I'll freely admit it: I'm a Once junkie. I've seen this stage musical version of the beautiful 2006 Irish independent film of the same name at least half a dozen times on (and off) Broadway, where it originally premiered, and have now seen it in the West End four more times. Once is obviously not enough.

But I also know that it may not be to everybody's taste: unlike The Book of Mormon, which arrived in the West End just before this show did, it's a slow-burner, not an instant laugh riot. It's a show that invites you into its own little Dublin world discreetly, which it then portrays with a real delicate intensity of feeling, rather than beating you into submission over.

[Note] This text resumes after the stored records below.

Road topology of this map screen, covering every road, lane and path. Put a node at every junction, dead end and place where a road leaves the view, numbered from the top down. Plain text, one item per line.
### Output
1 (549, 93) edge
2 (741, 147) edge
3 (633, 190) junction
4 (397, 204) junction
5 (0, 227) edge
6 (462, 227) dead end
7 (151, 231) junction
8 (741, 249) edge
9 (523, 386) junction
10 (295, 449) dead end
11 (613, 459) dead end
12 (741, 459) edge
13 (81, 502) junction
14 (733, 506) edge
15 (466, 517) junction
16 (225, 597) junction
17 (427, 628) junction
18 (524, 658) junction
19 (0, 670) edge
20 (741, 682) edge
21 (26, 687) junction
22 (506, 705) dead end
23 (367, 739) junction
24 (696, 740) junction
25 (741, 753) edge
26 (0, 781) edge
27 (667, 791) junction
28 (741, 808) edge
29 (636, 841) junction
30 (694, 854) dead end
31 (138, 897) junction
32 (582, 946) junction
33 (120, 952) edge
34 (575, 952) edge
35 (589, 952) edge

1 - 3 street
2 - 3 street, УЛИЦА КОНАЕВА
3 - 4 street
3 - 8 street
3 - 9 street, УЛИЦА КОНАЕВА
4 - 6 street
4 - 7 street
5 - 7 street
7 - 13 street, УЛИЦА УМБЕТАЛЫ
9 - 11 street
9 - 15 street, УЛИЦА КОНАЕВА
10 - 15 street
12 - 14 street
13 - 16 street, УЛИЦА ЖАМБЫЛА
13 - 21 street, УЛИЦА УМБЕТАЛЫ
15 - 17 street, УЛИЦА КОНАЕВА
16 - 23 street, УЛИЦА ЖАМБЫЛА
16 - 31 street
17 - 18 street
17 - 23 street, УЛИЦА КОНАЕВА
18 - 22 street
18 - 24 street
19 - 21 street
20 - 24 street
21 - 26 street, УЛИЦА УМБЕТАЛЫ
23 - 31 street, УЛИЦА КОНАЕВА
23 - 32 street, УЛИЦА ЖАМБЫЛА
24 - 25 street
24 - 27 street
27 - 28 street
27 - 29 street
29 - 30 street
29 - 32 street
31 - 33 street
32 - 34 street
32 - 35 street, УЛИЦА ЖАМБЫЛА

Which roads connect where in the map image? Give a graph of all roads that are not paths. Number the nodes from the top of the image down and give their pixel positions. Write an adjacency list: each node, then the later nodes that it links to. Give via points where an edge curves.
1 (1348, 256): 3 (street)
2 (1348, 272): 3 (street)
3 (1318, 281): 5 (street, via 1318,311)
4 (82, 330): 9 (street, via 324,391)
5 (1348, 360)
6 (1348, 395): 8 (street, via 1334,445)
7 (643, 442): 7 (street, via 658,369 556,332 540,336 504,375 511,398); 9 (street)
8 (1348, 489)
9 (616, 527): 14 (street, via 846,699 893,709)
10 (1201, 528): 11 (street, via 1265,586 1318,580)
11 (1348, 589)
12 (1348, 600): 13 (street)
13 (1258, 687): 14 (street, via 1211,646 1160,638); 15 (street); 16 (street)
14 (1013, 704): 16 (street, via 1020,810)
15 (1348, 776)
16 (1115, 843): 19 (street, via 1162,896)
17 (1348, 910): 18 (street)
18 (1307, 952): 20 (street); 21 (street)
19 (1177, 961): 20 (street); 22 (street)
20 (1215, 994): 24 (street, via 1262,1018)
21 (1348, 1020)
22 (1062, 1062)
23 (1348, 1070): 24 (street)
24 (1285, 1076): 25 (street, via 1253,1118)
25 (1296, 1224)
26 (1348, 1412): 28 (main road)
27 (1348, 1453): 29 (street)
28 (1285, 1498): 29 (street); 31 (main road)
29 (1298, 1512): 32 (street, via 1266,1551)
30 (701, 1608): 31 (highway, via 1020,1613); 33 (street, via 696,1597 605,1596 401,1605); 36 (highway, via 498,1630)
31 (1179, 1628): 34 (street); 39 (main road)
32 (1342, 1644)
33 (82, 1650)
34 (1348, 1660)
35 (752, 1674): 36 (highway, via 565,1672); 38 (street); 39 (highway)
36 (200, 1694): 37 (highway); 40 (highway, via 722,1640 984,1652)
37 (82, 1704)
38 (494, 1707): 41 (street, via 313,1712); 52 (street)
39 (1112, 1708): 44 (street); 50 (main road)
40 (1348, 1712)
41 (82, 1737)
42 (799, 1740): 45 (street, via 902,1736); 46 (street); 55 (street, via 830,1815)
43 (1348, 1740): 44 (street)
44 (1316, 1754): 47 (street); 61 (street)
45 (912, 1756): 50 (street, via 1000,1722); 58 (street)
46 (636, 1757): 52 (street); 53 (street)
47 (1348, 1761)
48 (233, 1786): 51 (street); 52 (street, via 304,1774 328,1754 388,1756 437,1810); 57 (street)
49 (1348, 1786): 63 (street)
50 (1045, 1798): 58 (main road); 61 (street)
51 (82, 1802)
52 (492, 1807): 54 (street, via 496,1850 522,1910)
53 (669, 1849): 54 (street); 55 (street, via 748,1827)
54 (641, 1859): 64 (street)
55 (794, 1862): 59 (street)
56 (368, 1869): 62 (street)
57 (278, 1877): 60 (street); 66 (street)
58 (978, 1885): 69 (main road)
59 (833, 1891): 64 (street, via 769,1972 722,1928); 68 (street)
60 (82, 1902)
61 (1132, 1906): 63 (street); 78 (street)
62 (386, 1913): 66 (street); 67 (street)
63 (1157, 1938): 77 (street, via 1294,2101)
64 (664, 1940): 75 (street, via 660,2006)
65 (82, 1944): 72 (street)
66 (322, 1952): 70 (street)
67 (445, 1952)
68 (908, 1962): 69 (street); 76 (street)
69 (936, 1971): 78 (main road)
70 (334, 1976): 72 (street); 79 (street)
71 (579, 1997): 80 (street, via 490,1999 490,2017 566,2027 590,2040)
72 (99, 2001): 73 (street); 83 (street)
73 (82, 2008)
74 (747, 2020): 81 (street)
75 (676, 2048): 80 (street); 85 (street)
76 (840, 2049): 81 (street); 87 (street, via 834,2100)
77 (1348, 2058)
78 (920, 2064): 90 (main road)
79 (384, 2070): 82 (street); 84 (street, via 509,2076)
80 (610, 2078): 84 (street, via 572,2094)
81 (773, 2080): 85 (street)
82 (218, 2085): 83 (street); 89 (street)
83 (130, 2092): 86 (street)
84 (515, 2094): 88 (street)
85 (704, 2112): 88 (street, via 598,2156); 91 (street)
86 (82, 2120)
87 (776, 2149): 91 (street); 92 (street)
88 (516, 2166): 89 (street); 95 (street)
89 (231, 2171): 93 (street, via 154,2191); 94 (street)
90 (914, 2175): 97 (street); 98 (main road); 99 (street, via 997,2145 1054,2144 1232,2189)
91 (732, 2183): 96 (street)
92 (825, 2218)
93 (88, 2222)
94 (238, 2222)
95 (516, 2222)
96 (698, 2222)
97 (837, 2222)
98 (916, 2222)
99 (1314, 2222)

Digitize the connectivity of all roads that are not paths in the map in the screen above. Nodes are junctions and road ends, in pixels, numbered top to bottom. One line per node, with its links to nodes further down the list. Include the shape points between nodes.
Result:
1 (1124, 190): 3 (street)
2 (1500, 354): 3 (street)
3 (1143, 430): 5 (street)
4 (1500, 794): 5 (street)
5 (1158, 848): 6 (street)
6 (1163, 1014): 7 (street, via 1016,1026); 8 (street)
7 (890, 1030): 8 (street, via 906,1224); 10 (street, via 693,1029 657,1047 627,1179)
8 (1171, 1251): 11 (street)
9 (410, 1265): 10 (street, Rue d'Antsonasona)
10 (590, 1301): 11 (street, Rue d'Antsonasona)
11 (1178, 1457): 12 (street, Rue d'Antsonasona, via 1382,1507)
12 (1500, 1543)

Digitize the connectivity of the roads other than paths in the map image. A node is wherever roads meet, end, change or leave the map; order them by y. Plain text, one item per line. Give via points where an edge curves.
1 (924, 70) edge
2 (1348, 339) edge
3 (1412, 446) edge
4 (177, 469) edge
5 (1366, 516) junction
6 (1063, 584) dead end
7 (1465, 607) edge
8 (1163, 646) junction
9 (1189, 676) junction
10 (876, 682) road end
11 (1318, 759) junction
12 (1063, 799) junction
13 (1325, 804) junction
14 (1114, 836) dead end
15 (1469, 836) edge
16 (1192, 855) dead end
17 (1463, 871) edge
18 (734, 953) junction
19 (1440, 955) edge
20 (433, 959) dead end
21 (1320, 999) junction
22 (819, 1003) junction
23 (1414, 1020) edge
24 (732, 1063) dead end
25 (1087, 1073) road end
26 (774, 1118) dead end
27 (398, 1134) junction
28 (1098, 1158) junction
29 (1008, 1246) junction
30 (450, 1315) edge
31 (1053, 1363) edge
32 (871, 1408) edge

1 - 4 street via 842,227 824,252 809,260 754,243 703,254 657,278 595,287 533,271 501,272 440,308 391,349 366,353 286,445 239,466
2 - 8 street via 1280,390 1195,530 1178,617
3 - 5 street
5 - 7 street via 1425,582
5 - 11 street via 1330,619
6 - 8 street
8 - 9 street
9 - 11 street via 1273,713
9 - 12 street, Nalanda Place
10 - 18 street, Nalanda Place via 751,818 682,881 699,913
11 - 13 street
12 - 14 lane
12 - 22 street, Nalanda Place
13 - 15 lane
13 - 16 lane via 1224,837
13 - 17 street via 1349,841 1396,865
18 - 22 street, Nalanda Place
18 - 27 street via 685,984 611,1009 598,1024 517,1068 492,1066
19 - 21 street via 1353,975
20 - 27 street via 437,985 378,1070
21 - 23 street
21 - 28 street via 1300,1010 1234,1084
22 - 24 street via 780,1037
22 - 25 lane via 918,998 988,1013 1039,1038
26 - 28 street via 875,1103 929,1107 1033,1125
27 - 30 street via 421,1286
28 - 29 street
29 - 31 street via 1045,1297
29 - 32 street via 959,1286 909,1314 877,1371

It is about a part-time Dublin guitarist busker (who works by day in his dad's Hoover repair shop) who falls unexpectedly in love with a young Czech immigrant fellow musician. As we follow their relationship across five short days, big changes happen to both of them in little ways.

I won't give away what happens, but suffice it to say that there's no great dramatic revelation; just the quiet unfolding of everyday lives, underscored and told through a series of alternately beautiful and blistering songs by the original stars of the film Glen Hansard and Markéta Irglová. The result is partly a busked concert and partly an aching romance that feels at once organic, spontaneous and freshly minted.

A brilliant ensemble of actor-musicians make their own music with fantastic spirit and energy. There not a fake performance anywhere amongst them here. And as the show enters the home stretch of its London run, it has now newly welcomed an authentically Irish pop troubadour Ronan Keating to play the Everyman musician. Though he has a stand-out voice, he refreshingly doesn't stand out from the rest of the team but blends in with them effortlessly.

It's no surprise, of course, that he can sings so soulfully, but he also brings a spellbinding theatrical intensity to his full-on renditions of four solos and four more numbers he either leads the ensemble in or co-performs with Jill Winternitz, the radiant and ravishing object of his affections. She is just wonderful: a woman of captivating grace grappling with her feelings.

The ensemble around them are no less thrilling, functioning as a superb, seamless group who make splendid music together but also are each carefully delineated as personalities. All credit to director John Tiffany and movement director Steven Hoggett for creating such a fluid portrait of a community that is also unafraid of stillness.

Credit, too, to musical supervisor and orchestrator Martin Lowe for his careful drilling of the show's musical content that keeps the playing of the instruments as high as that of the characters each of them are also performing.

This remains, for me, the most unusual, unique and affecting musical in town. It's a genuine one-off which demands to be seen more than just once.